Excerpted data:
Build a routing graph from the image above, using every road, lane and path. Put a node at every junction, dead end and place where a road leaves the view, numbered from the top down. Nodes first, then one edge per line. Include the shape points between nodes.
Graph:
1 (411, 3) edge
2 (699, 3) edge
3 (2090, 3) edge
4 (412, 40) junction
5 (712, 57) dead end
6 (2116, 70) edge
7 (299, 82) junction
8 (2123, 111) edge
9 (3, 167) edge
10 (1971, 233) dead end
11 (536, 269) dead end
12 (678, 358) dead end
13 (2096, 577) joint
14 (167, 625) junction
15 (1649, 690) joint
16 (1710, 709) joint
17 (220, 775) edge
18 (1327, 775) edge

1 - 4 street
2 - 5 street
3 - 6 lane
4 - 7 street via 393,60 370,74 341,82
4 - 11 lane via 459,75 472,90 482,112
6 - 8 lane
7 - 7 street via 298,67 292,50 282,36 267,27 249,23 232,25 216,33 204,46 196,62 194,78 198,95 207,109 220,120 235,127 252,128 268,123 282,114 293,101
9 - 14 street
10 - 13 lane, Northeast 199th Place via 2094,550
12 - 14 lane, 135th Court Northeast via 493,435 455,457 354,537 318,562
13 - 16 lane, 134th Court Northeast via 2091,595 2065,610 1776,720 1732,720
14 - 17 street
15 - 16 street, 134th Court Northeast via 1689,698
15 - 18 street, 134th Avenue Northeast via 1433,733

How to complete this task: When you output the entries, keep every word exactly as it stands.

Reply to the task:
Build a routing graph from the image above, using every road, lane and path. Put a node at every junction, dead end and place where a road leaves the view, numbered from the top down. Nodes first, then one edge per line. Include the shape points between nodes.
Graph:
1 (411, 3) edge
2 (699, 3) edge
3 (2090, 3) edge
4 (412, 40) junction
5 (712, 57) dead end
6 (2116, 70) edge
7 (299, 82) junction
8 (2123, 111) edge
9 (3, 167) edge
10 (1971, 233) dead end
11 (536, 269) dead end
12 (678, 358) dead end
13 (2096, 577) joint
14 (167, 625) junction
15 (1649, 690) joint
16 (1710, 709) joint
17 (220, 775) edge
18 (1327, 775) edge

1 - 4 street
2 - 5 street
3 - 6 lane
4 - 7 street via 393,60 370,74 341,82
4 - 11 lane via 459,75 472,90 482,112
6 - 8 lane
7 - 7 street via 298,67 292,50 282,36 267,27 249,23 232,25 216,33 204,46 196,62 194,78 198,95 207,109 220,120 235,127 252,128 268,123 282,114 293,101
9 - 14 street
10 - 13 lane, Northeast 199th Place via 2094,550
12 - 14 lane, 135th Court Northeast via 493,435 455,457 354,537 318,562
13 - 16 lane, 134th Court Northeast via 2091,595 2065,610 1776,720 1732,720
14 - 17 street
15 - 16 street, 134th Court Northeast via 1689,698
15 - 18 street, 134th Avenue Northeast via 1433,733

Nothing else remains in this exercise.